* [WHAT YOU NEED TO DO]: Below are the records; collect from them each line containing the string "Ишкова".

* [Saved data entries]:
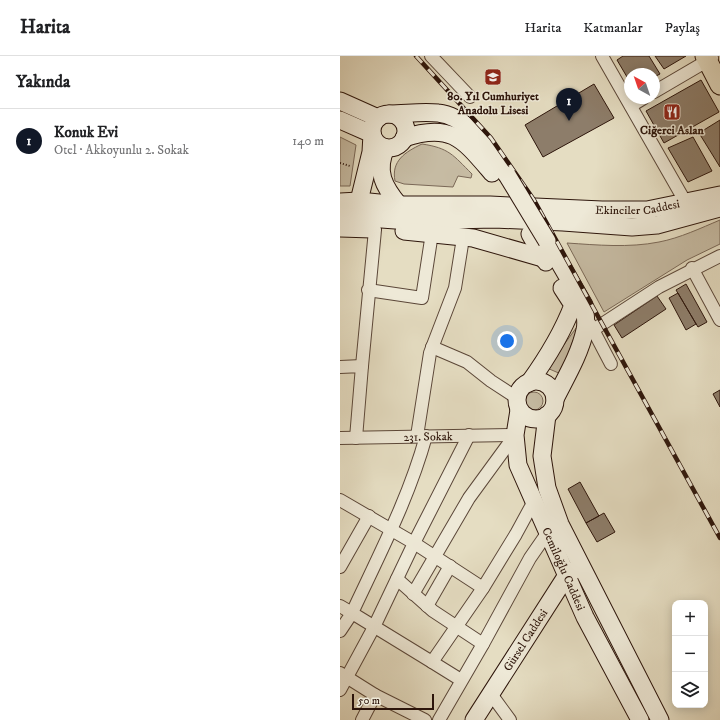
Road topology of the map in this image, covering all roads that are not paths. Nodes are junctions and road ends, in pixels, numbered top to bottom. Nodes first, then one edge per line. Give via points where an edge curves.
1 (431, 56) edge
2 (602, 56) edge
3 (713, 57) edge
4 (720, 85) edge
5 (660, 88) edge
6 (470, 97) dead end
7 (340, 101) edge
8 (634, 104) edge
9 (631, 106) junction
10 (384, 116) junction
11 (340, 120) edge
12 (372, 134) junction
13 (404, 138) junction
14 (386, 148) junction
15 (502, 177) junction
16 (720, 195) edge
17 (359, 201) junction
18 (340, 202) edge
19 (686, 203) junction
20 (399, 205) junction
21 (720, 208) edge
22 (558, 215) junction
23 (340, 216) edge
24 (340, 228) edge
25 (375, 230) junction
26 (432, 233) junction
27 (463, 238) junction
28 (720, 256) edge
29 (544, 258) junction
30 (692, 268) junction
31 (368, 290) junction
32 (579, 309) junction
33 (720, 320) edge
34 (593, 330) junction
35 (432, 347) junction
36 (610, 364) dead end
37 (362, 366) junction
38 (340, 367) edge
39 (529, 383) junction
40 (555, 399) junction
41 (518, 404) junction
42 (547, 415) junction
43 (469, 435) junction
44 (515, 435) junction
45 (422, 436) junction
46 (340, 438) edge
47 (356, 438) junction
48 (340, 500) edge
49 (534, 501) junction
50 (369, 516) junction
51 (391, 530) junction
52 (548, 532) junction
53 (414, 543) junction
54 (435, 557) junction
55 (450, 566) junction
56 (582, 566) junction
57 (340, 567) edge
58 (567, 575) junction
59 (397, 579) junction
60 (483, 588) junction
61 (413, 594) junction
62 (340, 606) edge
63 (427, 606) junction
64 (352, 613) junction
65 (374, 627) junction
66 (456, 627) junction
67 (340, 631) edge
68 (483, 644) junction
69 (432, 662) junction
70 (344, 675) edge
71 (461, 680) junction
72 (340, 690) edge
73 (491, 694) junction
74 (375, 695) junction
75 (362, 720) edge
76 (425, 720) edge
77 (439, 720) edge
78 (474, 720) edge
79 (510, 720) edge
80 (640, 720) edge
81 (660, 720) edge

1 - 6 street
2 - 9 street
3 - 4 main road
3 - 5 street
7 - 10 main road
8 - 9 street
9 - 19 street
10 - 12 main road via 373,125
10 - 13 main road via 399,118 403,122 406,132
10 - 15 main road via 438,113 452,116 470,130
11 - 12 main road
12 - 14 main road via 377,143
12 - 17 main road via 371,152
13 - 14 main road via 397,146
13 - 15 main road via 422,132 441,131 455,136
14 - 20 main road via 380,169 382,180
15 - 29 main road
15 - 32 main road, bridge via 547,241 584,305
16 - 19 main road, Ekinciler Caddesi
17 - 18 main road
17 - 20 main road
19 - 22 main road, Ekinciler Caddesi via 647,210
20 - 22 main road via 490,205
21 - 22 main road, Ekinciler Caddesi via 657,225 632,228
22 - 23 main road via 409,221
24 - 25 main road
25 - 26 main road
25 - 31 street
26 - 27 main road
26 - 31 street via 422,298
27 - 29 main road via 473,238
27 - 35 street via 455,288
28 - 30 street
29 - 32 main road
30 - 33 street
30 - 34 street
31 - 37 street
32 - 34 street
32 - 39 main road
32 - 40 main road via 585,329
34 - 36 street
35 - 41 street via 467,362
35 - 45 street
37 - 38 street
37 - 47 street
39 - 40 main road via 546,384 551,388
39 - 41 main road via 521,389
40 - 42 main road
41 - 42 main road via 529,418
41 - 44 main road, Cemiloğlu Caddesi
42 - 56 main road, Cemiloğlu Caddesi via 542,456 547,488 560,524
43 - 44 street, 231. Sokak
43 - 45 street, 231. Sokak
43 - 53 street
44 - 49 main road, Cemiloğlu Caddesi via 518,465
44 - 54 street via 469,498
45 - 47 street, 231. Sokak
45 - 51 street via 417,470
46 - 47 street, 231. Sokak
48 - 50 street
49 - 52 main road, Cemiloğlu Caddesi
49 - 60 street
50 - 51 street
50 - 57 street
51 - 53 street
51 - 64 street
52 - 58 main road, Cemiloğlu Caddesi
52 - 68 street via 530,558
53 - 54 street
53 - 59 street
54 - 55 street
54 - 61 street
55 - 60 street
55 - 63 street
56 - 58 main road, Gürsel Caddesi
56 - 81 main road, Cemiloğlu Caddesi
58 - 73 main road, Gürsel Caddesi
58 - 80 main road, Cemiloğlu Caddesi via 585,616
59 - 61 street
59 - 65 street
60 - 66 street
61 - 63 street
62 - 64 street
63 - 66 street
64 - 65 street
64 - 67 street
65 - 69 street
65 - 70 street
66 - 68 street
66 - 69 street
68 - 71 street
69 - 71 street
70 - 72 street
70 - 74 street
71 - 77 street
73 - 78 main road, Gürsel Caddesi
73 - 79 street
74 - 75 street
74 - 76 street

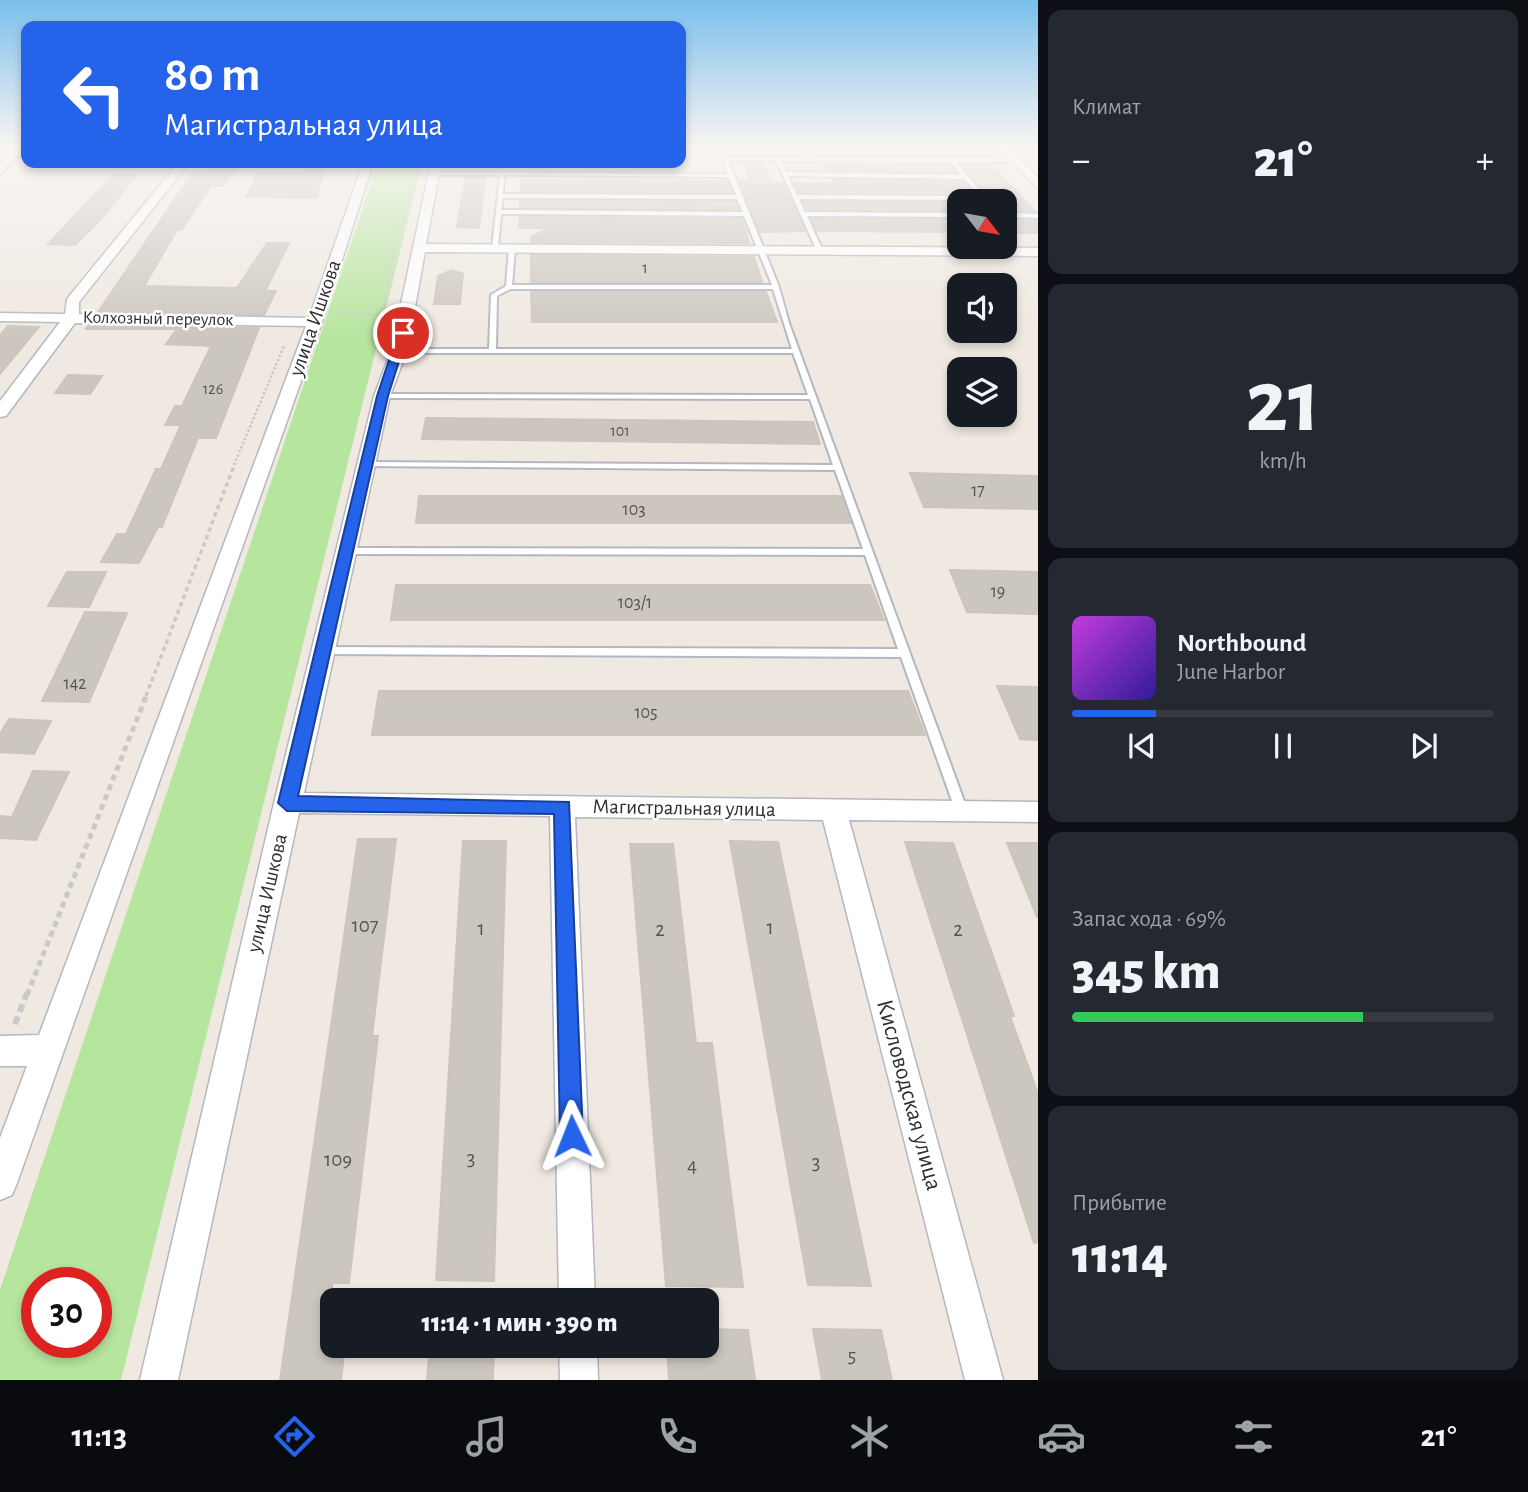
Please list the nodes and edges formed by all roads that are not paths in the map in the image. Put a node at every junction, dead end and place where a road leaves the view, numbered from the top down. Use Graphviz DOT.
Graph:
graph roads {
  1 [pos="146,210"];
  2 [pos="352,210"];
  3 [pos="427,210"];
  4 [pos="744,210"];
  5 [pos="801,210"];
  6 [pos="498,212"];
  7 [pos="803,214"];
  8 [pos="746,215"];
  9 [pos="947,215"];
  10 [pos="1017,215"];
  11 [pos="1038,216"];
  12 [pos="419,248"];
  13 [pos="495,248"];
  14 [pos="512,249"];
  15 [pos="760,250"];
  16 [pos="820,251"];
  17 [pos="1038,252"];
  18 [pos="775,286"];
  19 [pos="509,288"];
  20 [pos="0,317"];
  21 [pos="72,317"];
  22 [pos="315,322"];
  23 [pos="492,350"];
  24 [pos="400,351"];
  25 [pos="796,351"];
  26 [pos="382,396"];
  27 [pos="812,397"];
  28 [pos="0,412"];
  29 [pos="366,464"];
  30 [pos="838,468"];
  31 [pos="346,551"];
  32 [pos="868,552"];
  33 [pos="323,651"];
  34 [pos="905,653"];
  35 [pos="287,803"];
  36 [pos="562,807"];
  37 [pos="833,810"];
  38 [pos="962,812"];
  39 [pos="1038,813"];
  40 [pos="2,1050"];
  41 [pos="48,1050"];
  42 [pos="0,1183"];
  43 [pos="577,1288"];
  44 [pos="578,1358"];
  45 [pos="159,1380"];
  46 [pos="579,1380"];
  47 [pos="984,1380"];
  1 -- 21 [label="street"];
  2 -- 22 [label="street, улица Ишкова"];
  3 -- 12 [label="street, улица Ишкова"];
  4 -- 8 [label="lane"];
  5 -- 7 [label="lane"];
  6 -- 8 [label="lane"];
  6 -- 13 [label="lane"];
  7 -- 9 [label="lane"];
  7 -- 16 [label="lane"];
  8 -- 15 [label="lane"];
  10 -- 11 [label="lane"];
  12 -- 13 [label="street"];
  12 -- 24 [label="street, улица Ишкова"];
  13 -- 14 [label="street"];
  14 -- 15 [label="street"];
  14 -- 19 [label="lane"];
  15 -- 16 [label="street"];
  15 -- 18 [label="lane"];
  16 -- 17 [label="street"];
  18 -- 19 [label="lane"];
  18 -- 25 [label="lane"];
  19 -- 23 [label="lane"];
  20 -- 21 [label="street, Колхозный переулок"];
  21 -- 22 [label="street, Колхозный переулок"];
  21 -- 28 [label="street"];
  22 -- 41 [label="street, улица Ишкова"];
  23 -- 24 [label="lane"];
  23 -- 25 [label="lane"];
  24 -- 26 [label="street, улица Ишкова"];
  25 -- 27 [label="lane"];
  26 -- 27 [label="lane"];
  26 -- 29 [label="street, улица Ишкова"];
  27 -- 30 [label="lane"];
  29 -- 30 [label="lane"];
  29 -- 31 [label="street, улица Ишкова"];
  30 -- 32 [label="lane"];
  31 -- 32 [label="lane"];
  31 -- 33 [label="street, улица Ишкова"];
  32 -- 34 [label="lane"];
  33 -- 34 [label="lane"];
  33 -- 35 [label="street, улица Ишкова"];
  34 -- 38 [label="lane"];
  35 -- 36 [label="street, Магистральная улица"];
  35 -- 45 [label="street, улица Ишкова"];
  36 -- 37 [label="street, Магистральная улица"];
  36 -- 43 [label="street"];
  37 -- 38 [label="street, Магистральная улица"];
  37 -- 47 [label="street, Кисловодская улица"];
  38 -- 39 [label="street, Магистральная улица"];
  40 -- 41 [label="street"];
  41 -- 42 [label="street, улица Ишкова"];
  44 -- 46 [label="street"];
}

* [TASK RESPONSE]:
  2 -- 22 [label="street, улица Ишкова"];
  3 -- 12 [label="street, улица Ишкова"];
  12 -- 24 [label="street, улица Ишкова"];
  22 -- 41 [label="street, улица Ишкова"];
  24 -- 26 [label="street, улица Ишкова"];
  26 -- 29 [label="street, улица Ишкова"];
  29 -- 31 [label="street, улица Ишкова"];
  31 -- 33 [label="street, улица Ишкова"];
  33 -- 35 [label="street, улица Ишкова"];
  35 -- 45 [label="street, улица Ишкова"];
  41 -- 42 [label="street, улица Ишкова"];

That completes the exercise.